# Your instructions
What you return should be the lines of the data containing "roads", each in full.

# Provided records
########################################

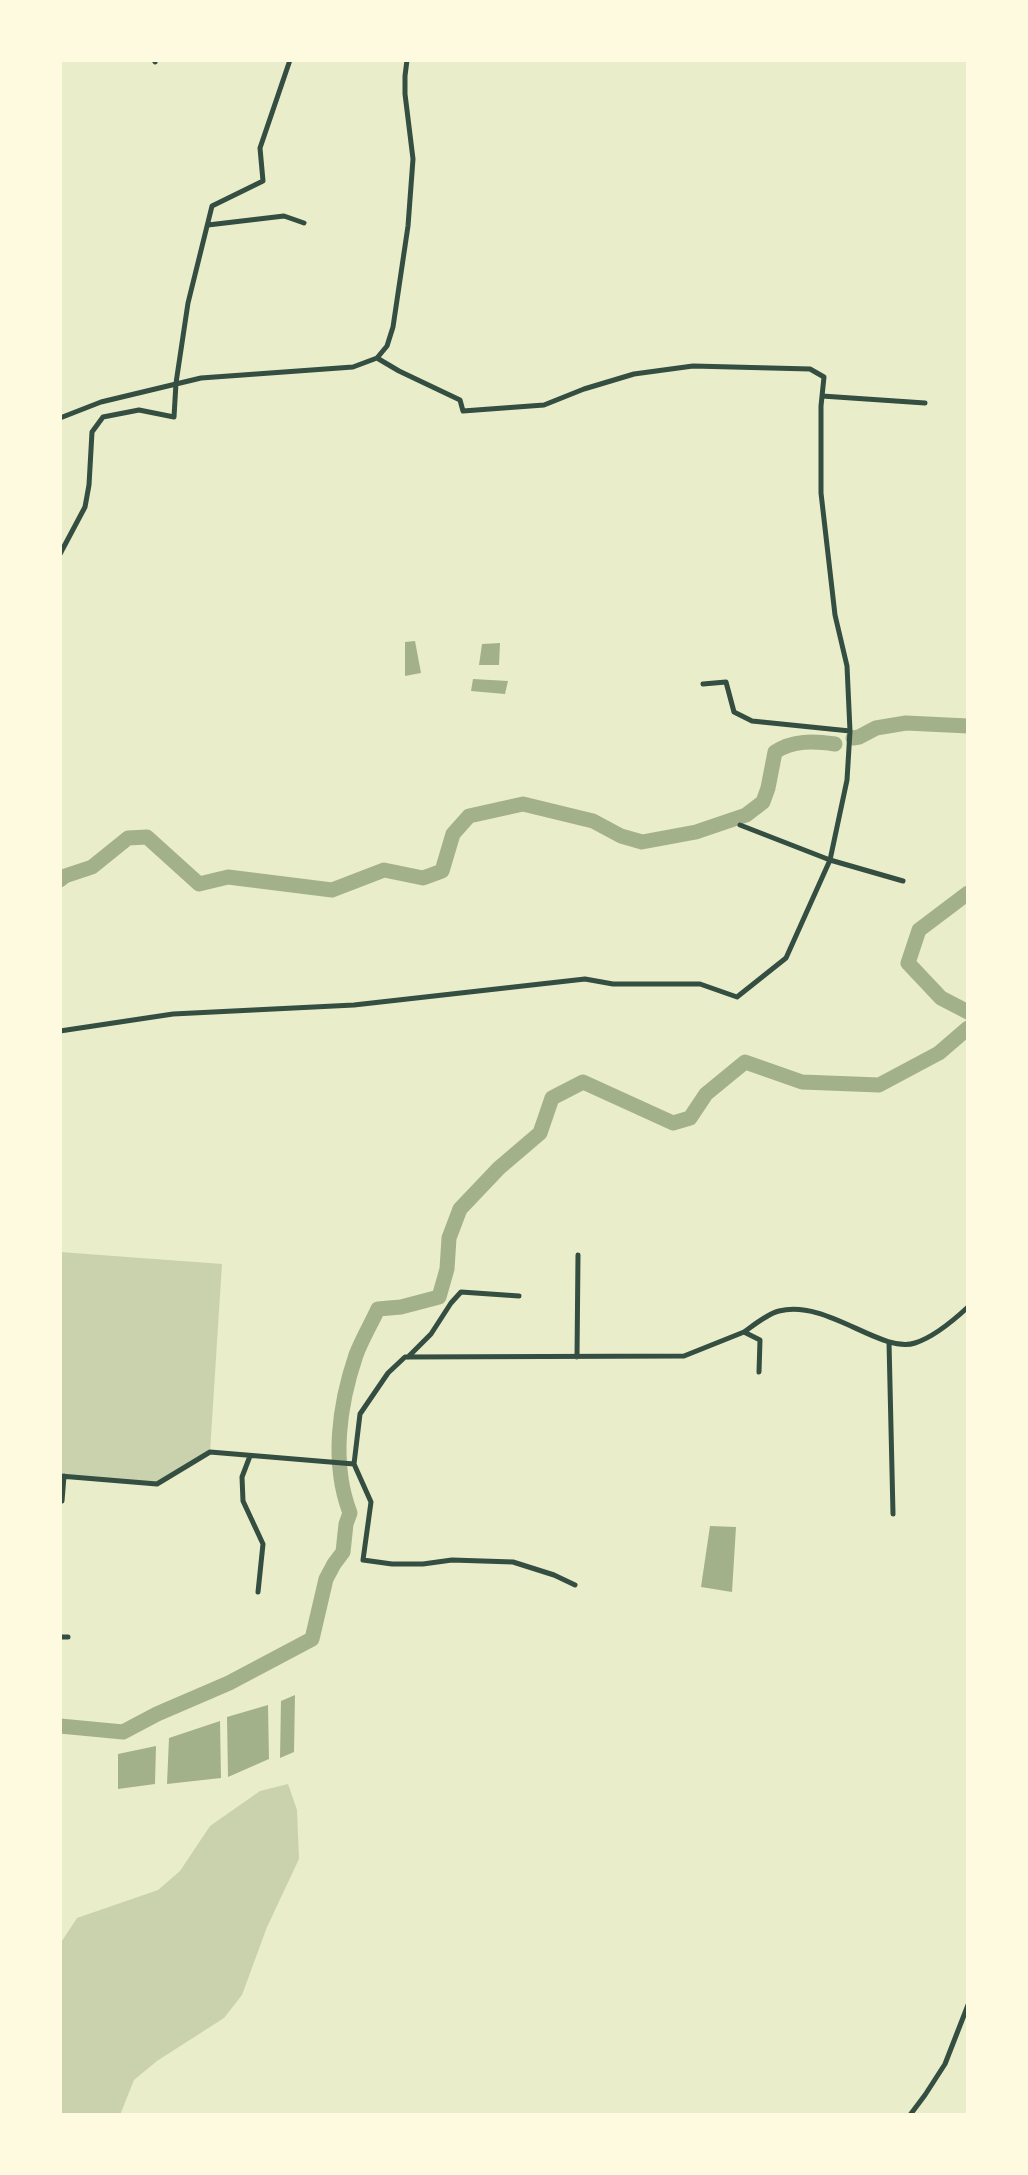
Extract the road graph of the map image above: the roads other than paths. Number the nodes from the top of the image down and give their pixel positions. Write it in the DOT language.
graph roads {
  1 [pos="290,60"];
  2 [pos="407,60"];
  3 [pos="304,223"];
  4 [pos="208,225"];
  5 [pos="377,358"];
  6 [pos="176,383"];
  7 [pos="822,396"];
  8 [pos="925,403"];
  9 [pos="60,418"];
  10 [pos="60,554"];
  11 [pos="703,684"];
  12 [pos="850,731"];
  13 [pos="740,825"];
  14 [pos="830,860"];
  15 [pos="903,881"];
  16 [pos="60,1031"];
  17 [pos="578,1255"];
  18 [pos="519,1296"];
  19 [pos="968,1307"];
  20 [pos="744,1332"];
  21 [pos="889,1342"];
  22 [pos="408,1357"];
  23 [pos="577,1357"];
  24 [pos="759,1372"];
  25 [pos="250,1456"];
  26 [pos="354,1464"];
  27 [pos="62,1476"];
  28 [pos="62,1501"];
  29 [pos="893,1514"];
  30 [pos="575,1585"];
  31 [pos="258,1592"];
  32 [pos="60,1637"];
  33 [pos="68,1637"];
  34 [pos="968,2004"];
  35 [pos="910,2115"];
  1 -- 4 [label="street"];
  2 -- 5 [label="street"];
  3 -- 4 [label="street"];
  4 -- 6 [label="street"];
  5 -- 6 [label="street"];
  5 -- 7 [label="street"];
  6 -- 9 [label="street"];
  6 -- 10 [label="street"];
  7 -- 8 [label="street"];
  7 -- 12 [label="street"];
  11 -- 12 [label="street"];
  12 -- 14 [label="street"];
  13 -- 14 [label="street"];
  14 -- 15 [label="street"];
  14 -- 16 [label="street"];
  17 -- 23 [label="street"];
  18 -- 22 [label="street"];
  19 -- 21 [label="street"];
  20 -- 21 [label="street"];
  20 -- 23 [label="street"];
  20 -- 24 [label="street"];
  21 -- 29 [label="street"];
  22 -- 23 [label="street"];
  22 -- 26 [label="street"];
  25 -- 26 [label="street"];
  25 -- 27 [label="street"];
  25 -- 31 [label="street"];
  26 -- 30 [label="street"];
  27 -- 28 [label="street"];
  32 -- 33 [label="street"];
  34 -- 35 [label="street"];
}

########################################

# Exercise output
Extract the road graph of the map image above: the roads other than paths. Number the nodes from the top of the image down and give their pixel positions. Write it in the DOT language.
graph roads {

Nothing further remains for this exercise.